▸ INPUT RECORDS

···

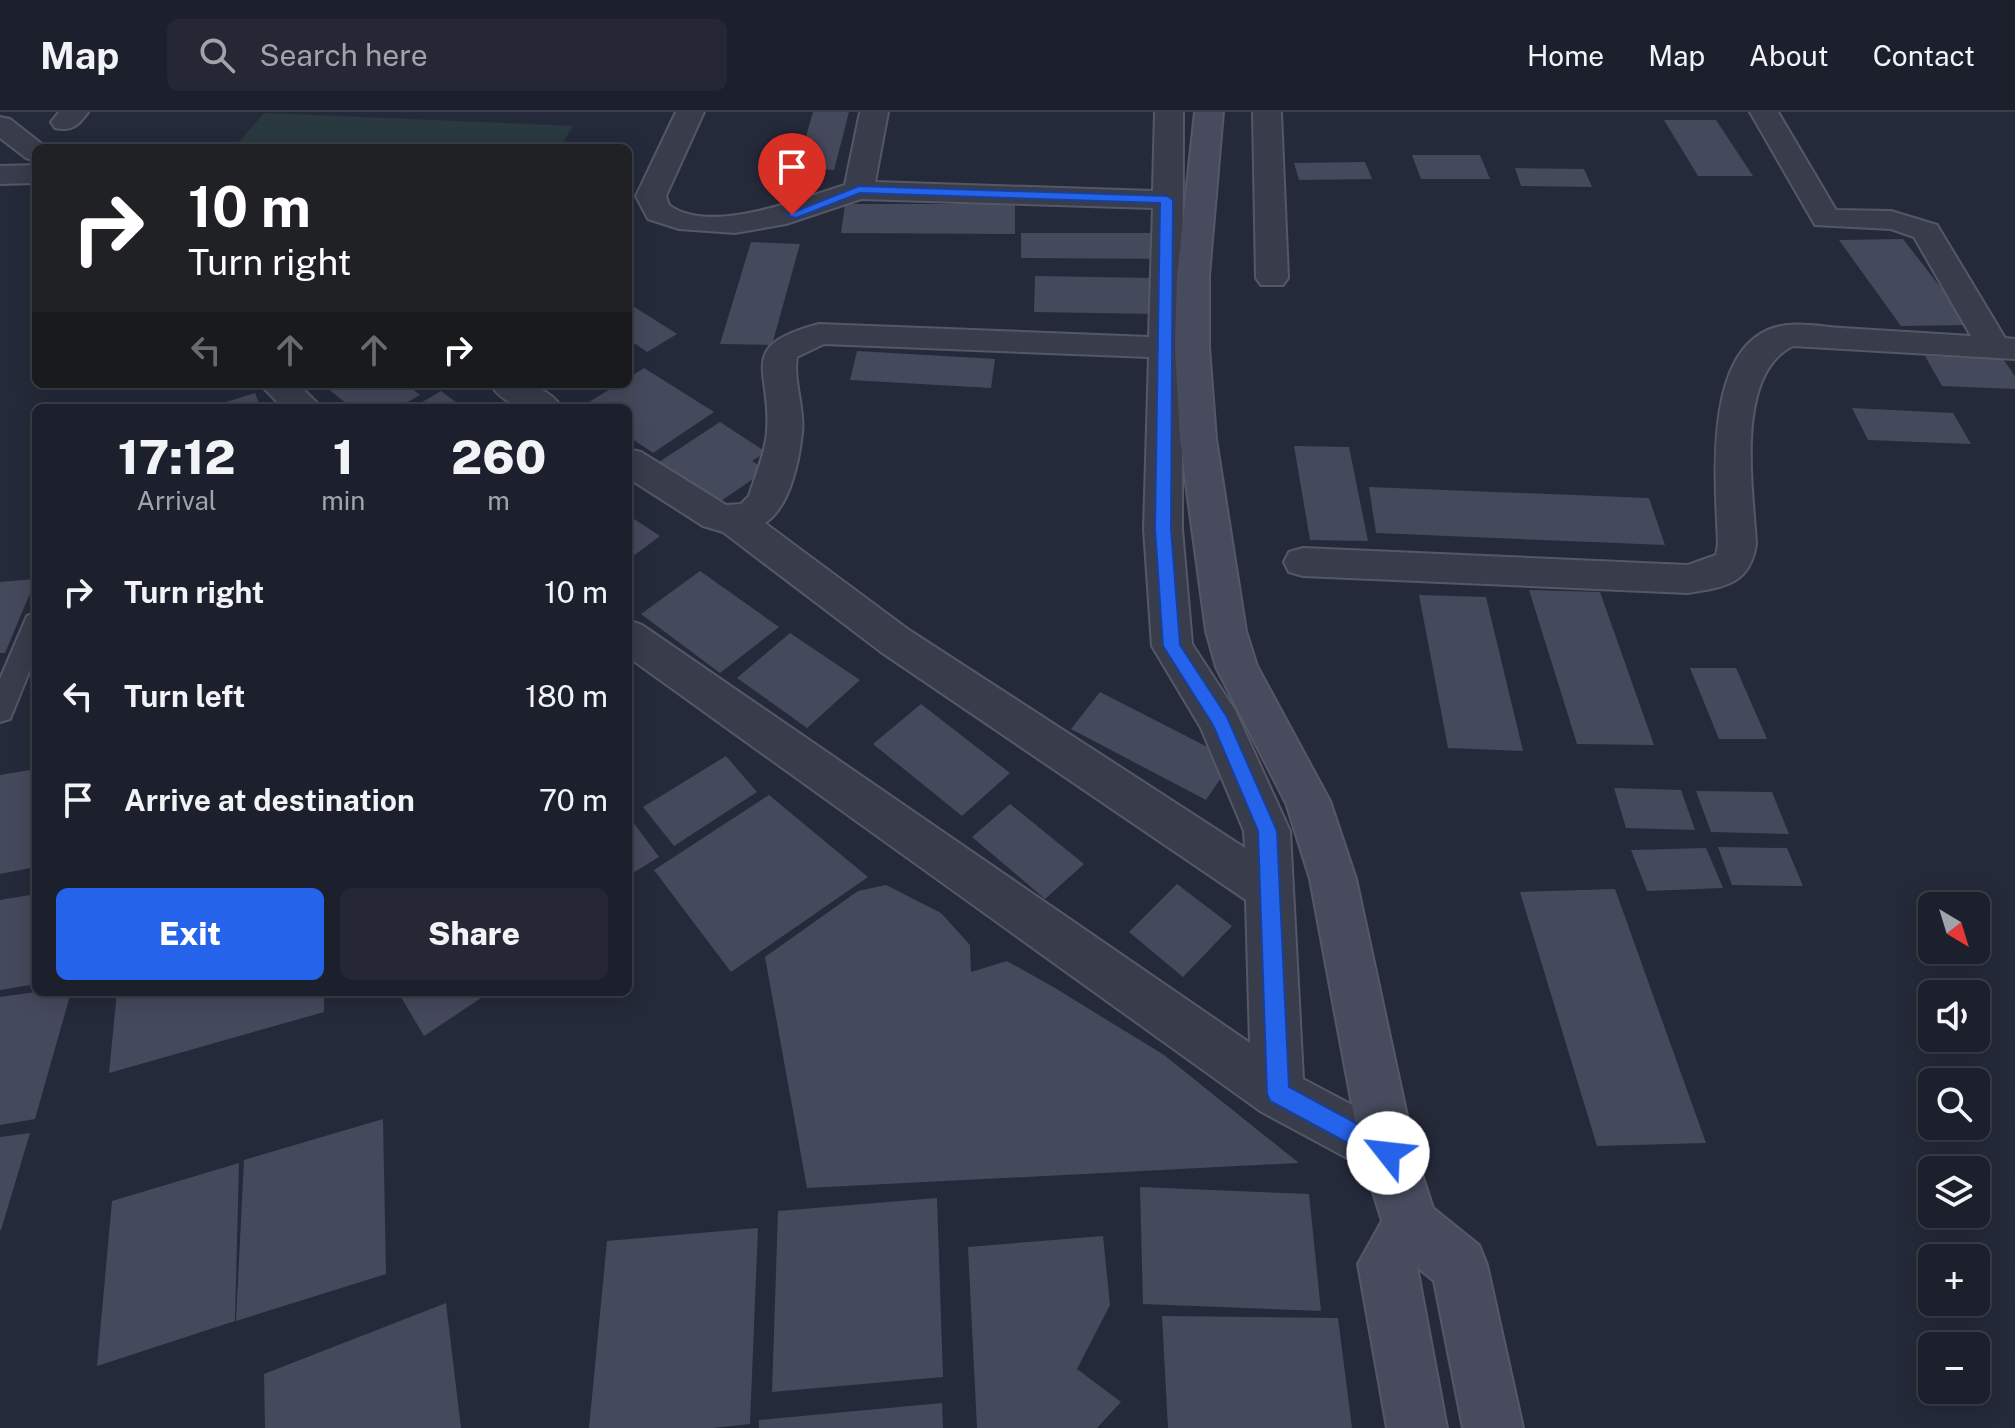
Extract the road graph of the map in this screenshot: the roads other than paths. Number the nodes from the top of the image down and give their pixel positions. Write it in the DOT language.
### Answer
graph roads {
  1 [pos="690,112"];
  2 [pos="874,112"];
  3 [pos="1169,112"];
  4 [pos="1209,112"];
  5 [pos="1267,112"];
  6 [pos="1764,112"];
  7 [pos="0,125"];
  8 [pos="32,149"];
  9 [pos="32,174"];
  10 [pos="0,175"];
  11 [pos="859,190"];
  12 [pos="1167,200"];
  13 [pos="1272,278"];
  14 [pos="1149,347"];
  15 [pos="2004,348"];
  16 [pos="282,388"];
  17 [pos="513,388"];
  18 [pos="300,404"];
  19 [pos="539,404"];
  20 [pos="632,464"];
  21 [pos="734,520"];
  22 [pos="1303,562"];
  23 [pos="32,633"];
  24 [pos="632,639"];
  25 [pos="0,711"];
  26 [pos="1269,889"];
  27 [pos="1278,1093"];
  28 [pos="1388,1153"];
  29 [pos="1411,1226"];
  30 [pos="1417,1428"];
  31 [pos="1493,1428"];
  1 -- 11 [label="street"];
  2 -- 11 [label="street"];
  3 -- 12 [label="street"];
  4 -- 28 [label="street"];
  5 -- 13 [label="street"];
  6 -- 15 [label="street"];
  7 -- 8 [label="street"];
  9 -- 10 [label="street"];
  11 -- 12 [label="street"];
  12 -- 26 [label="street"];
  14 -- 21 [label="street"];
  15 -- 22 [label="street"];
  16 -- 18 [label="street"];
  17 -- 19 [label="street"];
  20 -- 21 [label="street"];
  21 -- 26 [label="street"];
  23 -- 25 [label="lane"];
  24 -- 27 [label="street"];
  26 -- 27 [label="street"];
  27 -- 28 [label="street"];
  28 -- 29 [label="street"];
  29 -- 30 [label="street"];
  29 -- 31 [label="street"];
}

···

▸ WHAT IS EXPECTED
Within the listing above, tally the lines holding the word "roads". Give the tally only.

▸ ANSWER TO THIS EXERCISE
2